Task description —
Copy out the lines below that hold the word "down".

Record excerpts —
************
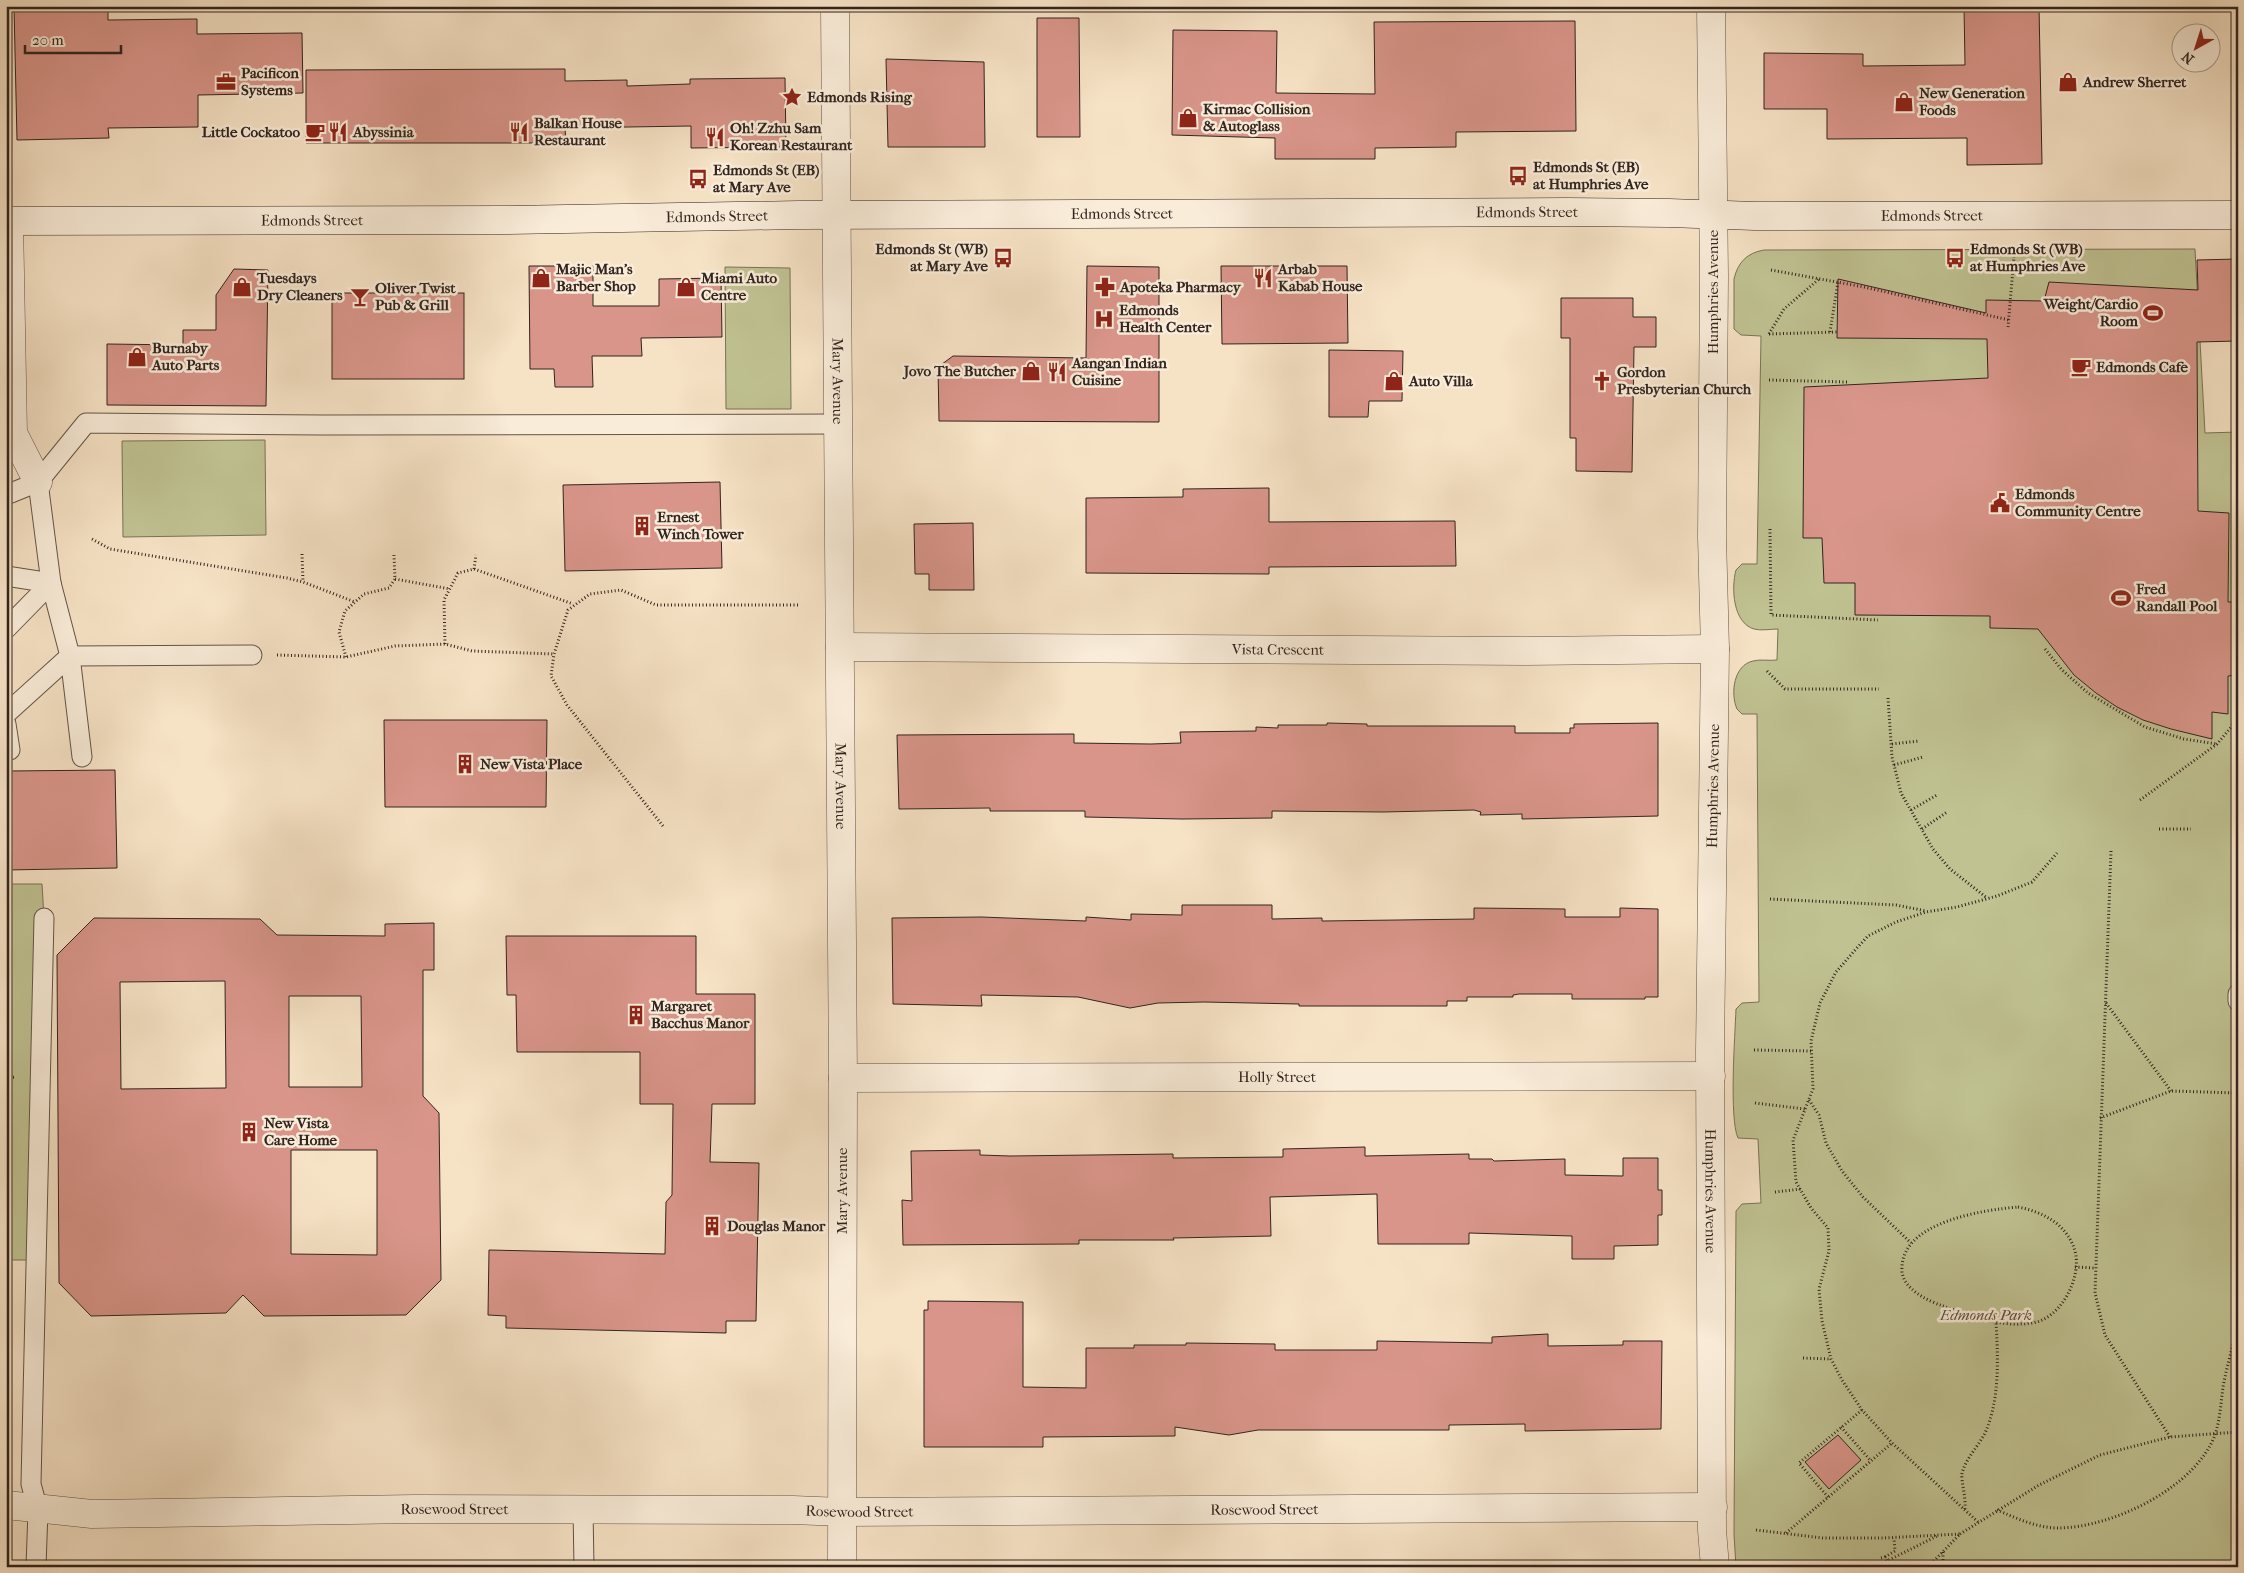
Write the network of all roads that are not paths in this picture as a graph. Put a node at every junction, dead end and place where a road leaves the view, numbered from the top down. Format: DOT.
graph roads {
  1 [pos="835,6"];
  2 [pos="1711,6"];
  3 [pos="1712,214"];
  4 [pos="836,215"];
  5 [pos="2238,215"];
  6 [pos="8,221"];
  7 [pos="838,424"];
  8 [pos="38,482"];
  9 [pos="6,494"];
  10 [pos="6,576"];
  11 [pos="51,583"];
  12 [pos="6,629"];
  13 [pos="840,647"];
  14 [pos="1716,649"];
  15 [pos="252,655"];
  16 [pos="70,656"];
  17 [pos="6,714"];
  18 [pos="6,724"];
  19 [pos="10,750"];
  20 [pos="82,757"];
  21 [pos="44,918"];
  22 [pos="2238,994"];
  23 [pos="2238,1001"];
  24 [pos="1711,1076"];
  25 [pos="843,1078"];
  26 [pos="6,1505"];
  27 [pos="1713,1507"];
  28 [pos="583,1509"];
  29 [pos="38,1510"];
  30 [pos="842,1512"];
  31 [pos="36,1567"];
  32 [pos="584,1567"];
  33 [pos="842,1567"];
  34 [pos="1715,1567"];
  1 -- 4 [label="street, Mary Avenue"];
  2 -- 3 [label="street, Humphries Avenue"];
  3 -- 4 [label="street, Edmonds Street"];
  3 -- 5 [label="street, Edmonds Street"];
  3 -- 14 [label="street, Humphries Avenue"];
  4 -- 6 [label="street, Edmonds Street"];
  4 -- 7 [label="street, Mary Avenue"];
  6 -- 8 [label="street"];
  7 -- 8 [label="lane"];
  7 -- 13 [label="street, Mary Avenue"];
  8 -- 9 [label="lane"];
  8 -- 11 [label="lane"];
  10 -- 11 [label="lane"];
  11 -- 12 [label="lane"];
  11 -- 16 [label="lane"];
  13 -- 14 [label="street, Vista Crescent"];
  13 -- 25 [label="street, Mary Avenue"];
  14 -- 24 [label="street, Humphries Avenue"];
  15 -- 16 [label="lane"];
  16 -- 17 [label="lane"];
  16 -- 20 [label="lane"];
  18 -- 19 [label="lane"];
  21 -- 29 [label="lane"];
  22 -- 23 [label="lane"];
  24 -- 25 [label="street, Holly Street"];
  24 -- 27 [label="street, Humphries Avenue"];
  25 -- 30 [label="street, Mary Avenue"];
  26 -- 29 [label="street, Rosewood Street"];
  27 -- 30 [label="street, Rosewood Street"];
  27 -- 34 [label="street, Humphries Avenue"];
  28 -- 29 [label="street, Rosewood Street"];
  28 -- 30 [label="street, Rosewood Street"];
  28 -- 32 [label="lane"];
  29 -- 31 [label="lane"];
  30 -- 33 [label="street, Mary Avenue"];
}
************
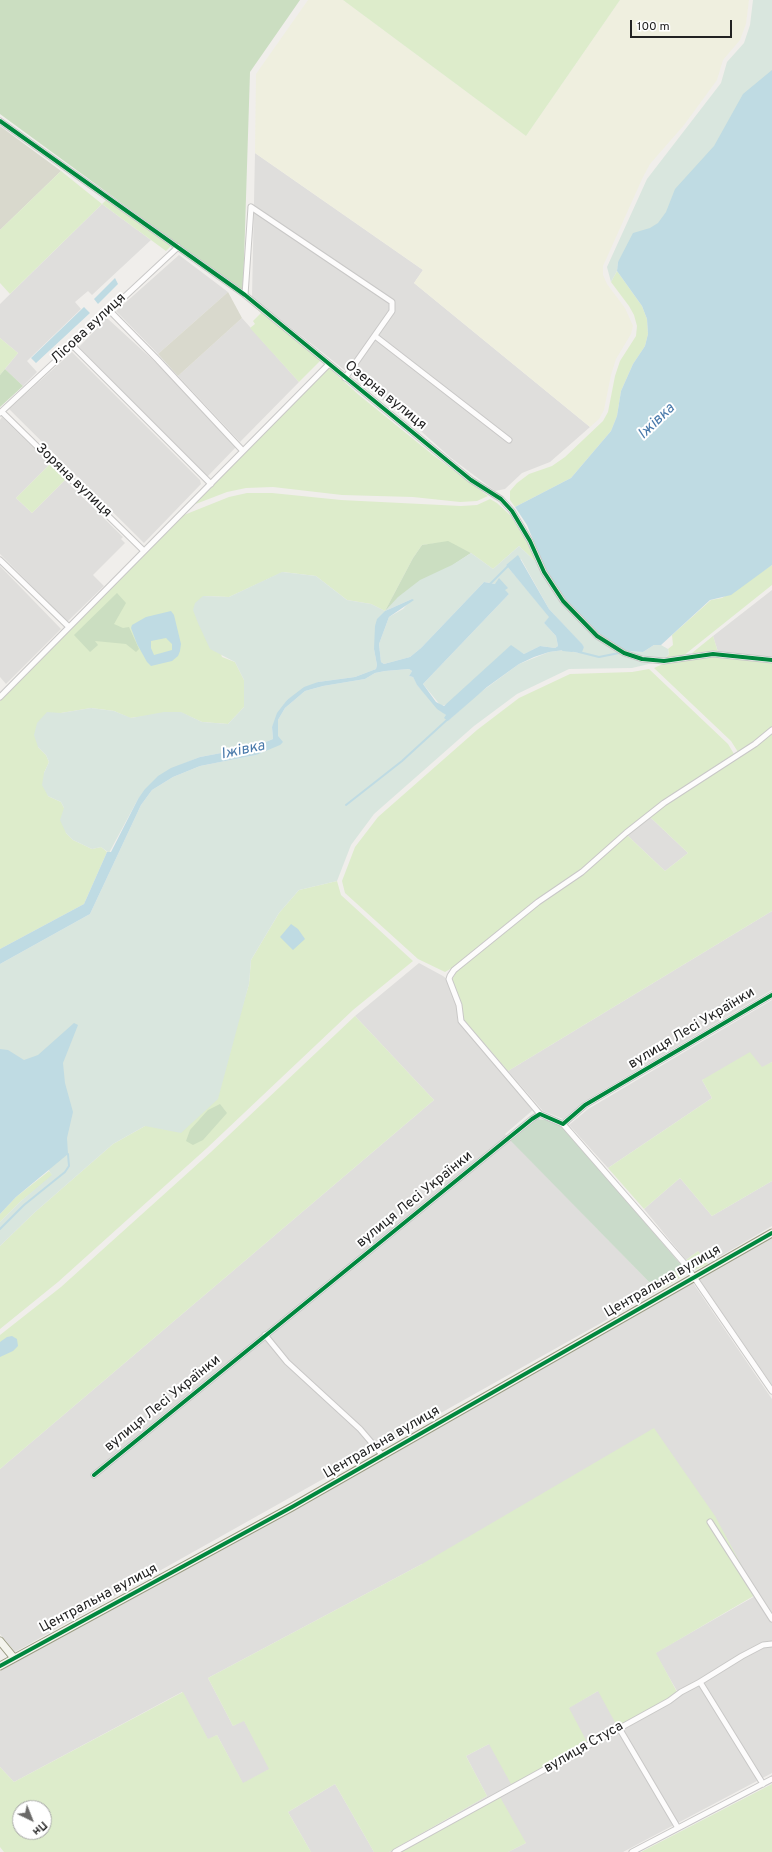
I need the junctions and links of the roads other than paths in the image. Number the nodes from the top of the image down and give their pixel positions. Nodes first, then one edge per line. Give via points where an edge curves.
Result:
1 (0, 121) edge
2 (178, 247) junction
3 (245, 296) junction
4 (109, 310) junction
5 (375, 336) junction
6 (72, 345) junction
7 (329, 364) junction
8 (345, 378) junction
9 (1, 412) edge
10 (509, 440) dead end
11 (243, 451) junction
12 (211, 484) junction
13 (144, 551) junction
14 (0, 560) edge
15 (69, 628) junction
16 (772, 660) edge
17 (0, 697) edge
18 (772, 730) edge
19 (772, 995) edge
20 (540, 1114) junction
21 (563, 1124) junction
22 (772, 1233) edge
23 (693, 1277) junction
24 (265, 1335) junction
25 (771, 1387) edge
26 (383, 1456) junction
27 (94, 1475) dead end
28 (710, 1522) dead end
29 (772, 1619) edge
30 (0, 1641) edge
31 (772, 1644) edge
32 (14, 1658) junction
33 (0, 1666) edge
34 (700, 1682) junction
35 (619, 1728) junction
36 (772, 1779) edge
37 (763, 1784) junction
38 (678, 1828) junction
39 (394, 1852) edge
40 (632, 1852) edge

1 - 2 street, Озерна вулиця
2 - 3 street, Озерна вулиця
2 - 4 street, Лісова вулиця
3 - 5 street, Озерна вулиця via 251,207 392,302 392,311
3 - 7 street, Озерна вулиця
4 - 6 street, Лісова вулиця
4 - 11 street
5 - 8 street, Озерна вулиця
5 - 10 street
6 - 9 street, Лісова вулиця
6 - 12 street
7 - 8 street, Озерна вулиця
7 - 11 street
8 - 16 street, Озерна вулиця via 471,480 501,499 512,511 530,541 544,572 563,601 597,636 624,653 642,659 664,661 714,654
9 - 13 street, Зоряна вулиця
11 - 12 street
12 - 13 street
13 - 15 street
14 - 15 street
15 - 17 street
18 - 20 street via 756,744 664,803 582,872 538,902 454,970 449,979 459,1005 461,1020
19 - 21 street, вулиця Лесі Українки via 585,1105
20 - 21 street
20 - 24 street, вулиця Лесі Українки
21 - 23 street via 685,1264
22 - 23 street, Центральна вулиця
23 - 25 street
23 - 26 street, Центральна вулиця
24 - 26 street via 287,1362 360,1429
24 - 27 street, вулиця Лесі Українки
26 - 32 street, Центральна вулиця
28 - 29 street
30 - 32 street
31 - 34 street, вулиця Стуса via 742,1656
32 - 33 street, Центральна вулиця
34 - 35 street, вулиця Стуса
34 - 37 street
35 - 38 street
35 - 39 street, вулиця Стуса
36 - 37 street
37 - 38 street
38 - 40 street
************
Solved problem —
Write the network of all roads that are not paths in this picture as a graph. Put a node at every junction, dead end and place where a road leaves the view, numbered from the top down. Format: DOT.
I need the junctions and links of the roads other than paths in the image. Number the nodes from the top of the image down and give their pixel positions. Nodes first, then one edge per line. Give via points where an edge curves.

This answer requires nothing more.